### Work item
Type out the entries again, matching each one exactly.

(Saved data entries)
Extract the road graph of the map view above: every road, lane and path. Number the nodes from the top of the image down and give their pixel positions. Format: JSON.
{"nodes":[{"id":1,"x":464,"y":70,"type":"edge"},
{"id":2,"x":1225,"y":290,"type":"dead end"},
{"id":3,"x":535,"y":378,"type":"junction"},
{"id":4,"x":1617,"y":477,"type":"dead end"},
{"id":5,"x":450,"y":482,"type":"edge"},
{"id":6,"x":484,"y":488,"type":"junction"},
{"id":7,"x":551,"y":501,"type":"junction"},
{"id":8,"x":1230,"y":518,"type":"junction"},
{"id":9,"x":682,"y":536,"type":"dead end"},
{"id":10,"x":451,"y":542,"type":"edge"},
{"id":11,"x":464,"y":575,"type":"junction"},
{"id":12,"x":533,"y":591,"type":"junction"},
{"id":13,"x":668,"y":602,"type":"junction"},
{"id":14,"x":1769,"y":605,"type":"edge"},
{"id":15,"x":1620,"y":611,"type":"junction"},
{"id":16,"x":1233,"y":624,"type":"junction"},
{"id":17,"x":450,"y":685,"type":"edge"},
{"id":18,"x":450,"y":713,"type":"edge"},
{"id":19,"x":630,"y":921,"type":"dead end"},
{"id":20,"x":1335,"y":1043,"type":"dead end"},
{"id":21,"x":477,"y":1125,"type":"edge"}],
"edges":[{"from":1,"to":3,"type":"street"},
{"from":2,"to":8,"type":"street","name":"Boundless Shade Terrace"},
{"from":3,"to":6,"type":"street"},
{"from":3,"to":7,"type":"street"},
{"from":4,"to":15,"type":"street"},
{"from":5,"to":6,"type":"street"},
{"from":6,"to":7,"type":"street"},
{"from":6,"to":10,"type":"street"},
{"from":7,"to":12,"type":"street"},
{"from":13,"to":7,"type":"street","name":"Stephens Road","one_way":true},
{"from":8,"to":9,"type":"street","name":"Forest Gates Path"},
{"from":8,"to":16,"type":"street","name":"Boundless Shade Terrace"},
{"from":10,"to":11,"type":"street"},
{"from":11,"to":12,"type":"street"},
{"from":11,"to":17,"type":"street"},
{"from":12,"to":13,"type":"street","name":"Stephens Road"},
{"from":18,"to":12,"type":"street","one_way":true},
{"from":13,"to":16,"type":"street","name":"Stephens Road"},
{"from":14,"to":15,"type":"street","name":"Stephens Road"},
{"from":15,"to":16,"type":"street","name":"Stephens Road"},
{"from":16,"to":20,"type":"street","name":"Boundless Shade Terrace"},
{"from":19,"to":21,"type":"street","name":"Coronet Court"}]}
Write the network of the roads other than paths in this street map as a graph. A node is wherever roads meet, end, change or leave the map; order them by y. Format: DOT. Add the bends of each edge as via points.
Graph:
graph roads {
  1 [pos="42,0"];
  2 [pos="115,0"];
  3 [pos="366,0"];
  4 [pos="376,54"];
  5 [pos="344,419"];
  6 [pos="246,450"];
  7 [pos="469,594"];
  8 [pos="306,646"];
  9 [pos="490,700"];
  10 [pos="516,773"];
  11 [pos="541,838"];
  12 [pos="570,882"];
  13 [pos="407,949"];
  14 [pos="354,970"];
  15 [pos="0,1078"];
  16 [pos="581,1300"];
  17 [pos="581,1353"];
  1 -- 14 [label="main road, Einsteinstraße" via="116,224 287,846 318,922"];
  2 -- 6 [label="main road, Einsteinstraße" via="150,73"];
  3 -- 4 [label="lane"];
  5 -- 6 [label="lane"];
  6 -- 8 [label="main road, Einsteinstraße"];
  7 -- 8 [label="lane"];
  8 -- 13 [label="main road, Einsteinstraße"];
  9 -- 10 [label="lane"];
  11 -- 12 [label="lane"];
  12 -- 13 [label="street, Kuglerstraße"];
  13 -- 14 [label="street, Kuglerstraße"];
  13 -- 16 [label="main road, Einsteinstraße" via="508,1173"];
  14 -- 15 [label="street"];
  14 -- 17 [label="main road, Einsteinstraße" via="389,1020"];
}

### Response below
Extract the road graph of the map view above: every road, lane and path. Number the nodes from the top of the image down and give their pixel positions. Format: JSON.
{"nodes":[{"id":1,"x":464,"y":70,"type":"edge"},
{"id":2,"x":1225,"y":290,"type":"dead end"},
{"id":3,"x":535,"y":378,"type":"junction"},
{"id":4,"x":1617,"y":477,"type":"dead end"},
{"id":5,"x":450,"y":482,"type":"edge"},
{"id":6,"x":484,"y":488,"type":"junction"},
{"id":7,"x":551,"y":501,"type":"junction"},
{"id":8,"x":1230,"y":518,"type":"junction"},
{"id":9,"x":682,"y":536,"type":"dead end"},
{"id":10,"x":451,"y":542,"type":"edge"},
{"id":11,"x":464,"y":575,"type":"junction"},
{"id":12,"x":533,"y":591,"type":"junction"},
{"id":13,"x":668,"y":602,"type":"junction"},
{"id":14,"x":1769,"y":605,"type":"edge"},
{"id":15,"x":1620,"y":611,"type":"junction"},
{"id":16,"x":1233,"y":624,"type":"junction"},
{"id":17,"x":450,"y":685,"type":"edge"},
{"id":18,"x":450,"y":713,"type":"edge"},
{"id":19,"x":630,"y":921,"type":"dead end"},
{"id":20,"x":1335,"y":1043,"type":"dead end"},
{"id":21,"x":477,"y":1125,"type":"edge"}],
"edges":[{"from":1,"to":3,"type":"street"},
{"from":2,"to":8,"type":"street","name":"Boundless Shade Terrace"},
{"from":3,"to":6,"type":"street"},
{"from":3,"to":7,"type":"street"},
{"from":4,"to":15,"type":"street"},
{"from":5,"to":6,"type":"street"},
{"from":6,"to":7,"type":"street"},
{"from":6,"to":10,"type":"street"},
{"from":7,"to":12,"type":"street"},
{"from":13,"to":7,"type":"street","name":"Stephens Road","one_way":true},
{"from":8,"to":9,"type":"street","name":"Forest Gates Path"},
{"from":8,"to":16,"type":"street","name":"Boundless Shade Terrace"},
{"from":10,"to":11,"type":"street"},
{"from":11,"to":12,"type":"street"},
{"from":11,"to":17,"type":"street"},
{"from":12,"to":13,"type":"street","name":"Stephens Road"},
{"from":18,"to":12,"type":"street","one_way":true},
{"from":13,"to":16,"type":"street","name":"Stephens Road"},
{"from":14,"to":15,"type":"street","name":"Stephens Road"},
{"from":15,"to":16,"type":"street","name":"Stephens Road"},
{"from":16,"to":20,"type":"street","name":"Boundless Shade Terrace"},
{"from":19,"to":21,"type":"street","name":"Coronet Court"}]}
Write the network of the roads other than paths in this street map as a graph. A node is wherever roads meet, end, change or leave the map; order them by y. Format: DOT. Add the bends of each edge as via points.
Graph:
graph roads {
  1 [pos="42,0"];
  2 [pos="115,0"];
  3 [pos="366,0"];
  4 [pos="376,54"];
  5 [pos="344,419"];
  6 [pos="246,450"];
  7 [pos="469,594"];
  8 [pos="306,646"];
  9 [pos="490,700"];
  10 [pos="516,773"];
  11 [pos="541,838"];
  12 [pos="570,882"];
  13 [pos="407,949"];
  14 [pos="354,970"];
  15 [pos="0,1078"];
  16 [pos="581,1300"];
  17 [pos="581,1353"];
  1 -- 14 [label="main road, Einsteinstraße" via="116,224 287,846 318,922"];
  2 -- 6 [label="main road, Einsteinstraße" via="150,73"];
  3 -- 4 [label="lane"];
  5 -- 6 [label="lane"];
  6 -- 8 [label="main road, Einsteinstraße"];
  7 -- 8 [label="lane"];
  8 -- 13 [label="main road, Einsteinstraße"];
  9 -- 10 [label="lane"];
  11 -- 12 [label="lane"];
  12 -- 13 [label="street, Kuglerstraße"];
  13 -- 14 [label="street, Kuglerstraße"];
  13 -- 16 [label="main road, Einsteinstraße" via="508,1173"];
  14 -- 15 [label="street"];
  14 -- 17 [label="main road, Einsteinstraße" via="389,1020"];
}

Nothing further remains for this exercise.